Strange Times

(The Nationalist, 24 October 2003)

 

We live in strange times. There is a peculiar mixture of technological failure and the need for the human touch.

Recently, there was a heat wave in France which resulted in the deaths of some 10,000 people; air-conditioning systems had been unable to cope. The good side of it, if one may use such a term, was that everyone praised hospital staff for the level of care they gave the patients. They may not have cured, but they cared, and that counted. The bad side of it was that several hundred bodies of the dead lay for weeks in refrigerated trucks, with no one claiming them. Some, it seemed, had living relatives who were away on holidays but had not made an enquiry. They were buried in unmarked graves.

At about the same time, there was a power blackout in the United States and Canada which left 50 million people without electricity for a few days. There was talk of a “system failure” whereby one failure triggered another, and then another, and so on. Maybe, or was that a smoke screen hiding un-admitted human error?

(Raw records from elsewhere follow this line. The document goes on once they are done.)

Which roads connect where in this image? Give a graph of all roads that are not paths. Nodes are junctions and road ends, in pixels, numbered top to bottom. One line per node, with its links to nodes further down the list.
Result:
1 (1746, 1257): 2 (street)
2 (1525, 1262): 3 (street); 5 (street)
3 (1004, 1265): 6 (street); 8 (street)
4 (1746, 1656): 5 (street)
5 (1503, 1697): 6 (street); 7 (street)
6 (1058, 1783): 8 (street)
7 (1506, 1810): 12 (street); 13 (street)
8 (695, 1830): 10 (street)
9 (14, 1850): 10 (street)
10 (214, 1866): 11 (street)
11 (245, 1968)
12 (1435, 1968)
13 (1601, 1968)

The good side of the experience was the absence of the mass looting and criminality that accompanied a similar blackout in New York in 1975. People were patient, helped each other and generally bore the difficulties with humour. Some said this new, positive reaction was a by-product of 11th September, that people had learned the need and value of human qualities over the usual ones of getting work done and making money.

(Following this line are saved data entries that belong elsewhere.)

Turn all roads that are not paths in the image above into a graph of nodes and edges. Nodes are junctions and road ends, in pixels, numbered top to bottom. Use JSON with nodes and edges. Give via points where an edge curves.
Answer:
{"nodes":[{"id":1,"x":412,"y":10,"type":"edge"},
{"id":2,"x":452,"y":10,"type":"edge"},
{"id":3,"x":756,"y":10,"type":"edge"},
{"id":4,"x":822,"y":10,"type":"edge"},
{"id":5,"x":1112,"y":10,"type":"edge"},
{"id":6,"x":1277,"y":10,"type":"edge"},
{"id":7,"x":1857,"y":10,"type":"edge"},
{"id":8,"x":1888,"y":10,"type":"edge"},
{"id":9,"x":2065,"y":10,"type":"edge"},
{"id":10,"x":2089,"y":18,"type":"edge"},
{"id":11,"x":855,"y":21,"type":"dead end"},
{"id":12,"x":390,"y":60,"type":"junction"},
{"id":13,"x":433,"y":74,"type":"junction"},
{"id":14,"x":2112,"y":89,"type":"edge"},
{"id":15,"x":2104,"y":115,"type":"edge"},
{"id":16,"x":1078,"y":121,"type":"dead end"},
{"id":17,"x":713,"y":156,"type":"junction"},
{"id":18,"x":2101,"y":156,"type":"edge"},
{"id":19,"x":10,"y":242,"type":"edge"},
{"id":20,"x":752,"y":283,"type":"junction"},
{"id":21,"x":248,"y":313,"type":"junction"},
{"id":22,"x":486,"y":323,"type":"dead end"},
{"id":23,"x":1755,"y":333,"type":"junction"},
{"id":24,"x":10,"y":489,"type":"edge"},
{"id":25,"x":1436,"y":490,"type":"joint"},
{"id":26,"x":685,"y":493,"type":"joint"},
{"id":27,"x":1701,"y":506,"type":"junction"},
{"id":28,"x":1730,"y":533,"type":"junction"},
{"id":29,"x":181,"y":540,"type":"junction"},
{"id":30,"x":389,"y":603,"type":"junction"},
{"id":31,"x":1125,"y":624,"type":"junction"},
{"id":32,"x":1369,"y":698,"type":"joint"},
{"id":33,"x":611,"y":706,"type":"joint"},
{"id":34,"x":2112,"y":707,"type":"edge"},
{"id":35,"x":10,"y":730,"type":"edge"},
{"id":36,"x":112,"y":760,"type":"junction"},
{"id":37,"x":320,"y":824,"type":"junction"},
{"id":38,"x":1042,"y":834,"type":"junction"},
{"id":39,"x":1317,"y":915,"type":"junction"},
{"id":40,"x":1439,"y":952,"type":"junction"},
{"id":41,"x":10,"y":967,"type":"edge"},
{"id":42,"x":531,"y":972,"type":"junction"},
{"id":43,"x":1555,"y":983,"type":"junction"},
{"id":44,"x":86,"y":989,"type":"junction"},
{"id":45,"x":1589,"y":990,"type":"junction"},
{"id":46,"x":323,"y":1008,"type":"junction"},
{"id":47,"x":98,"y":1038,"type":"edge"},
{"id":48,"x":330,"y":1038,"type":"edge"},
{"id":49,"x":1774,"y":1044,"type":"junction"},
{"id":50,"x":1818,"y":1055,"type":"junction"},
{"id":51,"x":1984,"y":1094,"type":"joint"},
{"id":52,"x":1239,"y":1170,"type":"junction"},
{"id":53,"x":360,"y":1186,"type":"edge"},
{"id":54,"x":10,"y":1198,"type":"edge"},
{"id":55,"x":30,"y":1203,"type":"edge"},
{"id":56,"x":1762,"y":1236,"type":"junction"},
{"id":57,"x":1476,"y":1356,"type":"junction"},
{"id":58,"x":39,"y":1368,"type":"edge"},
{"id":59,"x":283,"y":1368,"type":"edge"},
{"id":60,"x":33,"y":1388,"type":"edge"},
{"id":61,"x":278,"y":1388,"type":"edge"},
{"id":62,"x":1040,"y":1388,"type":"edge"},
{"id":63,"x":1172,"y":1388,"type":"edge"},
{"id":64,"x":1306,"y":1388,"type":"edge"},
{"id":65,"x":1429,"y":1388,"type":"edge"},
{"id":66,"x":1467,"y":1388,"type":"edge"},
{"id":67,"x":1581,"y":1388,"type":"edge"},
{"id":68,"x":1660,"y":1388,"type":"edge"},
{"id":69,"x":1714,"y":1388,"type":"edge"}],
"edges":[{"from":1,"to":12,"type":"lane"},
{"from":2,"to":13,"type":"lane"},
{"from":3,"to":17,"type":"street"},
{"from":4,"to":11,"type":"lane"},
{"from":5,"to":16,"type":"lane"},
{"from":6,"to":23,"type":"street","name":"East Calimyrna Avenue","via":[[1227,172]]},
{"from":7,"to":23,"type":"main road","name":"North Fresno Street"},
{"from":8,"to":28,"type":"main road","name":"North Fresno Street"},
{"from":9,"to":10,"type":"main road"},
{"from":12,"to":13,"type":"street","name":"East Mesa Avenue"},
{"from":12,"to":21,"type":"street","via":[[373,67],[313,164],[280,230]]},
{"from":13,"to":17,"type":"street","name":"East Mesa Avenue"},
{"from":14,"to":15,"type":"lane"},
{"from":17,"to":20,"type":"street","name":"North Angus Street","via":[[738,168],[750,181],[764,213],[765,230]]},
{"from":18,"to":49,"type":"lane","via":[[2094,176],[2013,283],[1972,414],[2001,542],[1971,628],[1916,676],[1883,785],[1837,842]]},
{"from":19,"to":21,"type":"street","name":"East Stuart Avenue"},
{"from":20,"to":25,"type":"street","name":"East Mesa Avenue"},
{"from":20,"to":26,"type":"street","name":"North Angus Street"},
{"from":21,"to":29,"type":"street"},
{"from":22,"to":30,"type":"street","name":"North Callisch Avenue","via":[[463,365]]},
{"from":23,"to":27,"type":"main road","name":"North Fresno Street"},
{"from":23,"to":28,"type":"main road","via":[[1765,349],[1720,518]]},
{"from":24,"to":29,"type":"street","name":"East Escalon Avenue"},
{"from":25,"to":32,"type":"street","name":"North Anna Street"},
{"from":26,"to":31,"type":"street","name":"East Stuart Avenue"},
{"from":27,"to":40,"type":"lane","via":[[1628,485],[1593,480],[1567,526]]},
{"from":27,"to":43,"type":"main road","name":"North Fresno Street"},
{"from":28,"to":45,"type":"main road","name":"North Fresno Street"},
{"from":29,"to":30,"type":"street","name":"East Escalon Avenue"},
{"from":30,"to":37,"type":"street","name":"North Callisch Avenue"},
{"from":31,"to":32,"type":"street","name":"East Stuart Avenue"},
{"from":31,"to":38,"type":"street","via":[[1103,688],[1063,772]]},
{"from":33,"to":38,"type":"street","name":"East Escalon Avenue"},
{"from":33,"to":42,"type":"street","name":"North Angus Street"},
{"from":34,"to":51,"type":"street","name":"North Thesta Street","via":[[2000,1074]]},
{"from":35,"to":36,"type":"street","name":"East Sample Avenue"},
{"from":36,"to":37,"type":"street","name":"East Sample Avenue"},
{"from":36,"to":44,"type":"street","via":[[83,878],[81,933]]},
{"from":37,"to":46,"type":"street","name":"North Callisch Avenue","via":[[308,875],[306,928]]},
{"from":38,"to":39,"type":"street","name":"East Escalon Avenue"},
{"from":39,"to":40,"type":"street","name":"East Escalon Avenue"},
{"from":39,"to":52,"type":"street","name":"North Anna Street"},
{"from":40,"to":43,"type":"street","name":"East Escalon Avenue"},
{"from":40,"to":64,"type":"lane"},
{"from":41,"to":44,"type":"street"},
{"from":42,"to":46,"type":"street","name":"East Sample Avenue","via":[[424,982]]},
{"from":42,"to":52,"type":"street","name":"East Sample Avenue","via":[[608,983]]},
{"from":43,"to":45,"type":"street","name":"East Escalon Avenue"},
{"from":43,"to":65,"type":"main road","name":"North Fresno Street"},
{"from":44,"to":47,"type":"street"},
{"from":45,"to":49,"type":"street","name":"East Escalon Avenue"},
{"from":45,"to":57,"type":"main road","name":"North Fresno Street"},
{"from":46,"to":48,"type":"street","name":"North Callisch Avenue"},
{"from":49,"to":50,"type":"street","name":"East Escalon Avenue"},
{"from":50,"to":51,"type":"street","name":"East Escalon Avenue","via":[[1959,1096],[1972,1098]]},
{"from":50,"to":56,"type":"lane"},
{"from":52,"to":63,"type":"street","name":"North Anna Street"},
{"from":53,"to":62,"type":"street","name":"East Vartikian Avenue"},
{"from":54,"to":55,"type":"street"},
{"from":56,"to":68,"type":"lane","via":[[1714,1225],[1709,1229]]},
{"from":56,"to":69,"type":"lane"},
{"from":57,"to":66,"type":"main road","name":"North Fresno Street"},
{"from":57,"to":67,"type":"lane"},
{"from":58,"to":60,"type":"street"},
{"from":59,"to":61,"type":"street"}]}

Also at the same time, computers began to be afflicted by “viruses” with strange names like Blaster and Worm. (Mine was unaffected because the viruses targeted new software – there are advantages in being an old crock!) But in England, a man living on social welfare was sent a notice from bailiffs that he would face eviction, deprivation of property, a fine and perhaps jail if he did not pay outstanding arrears on his local property taxes. Then the discovery was made that it was all due to a computer error; the notice should never have been sent. But, in the meantime, the man had committed suicide.

High tech and materialism have their Achilles heel. They will never make redundant the need for compassion. What sees people through hard times is caring for each other.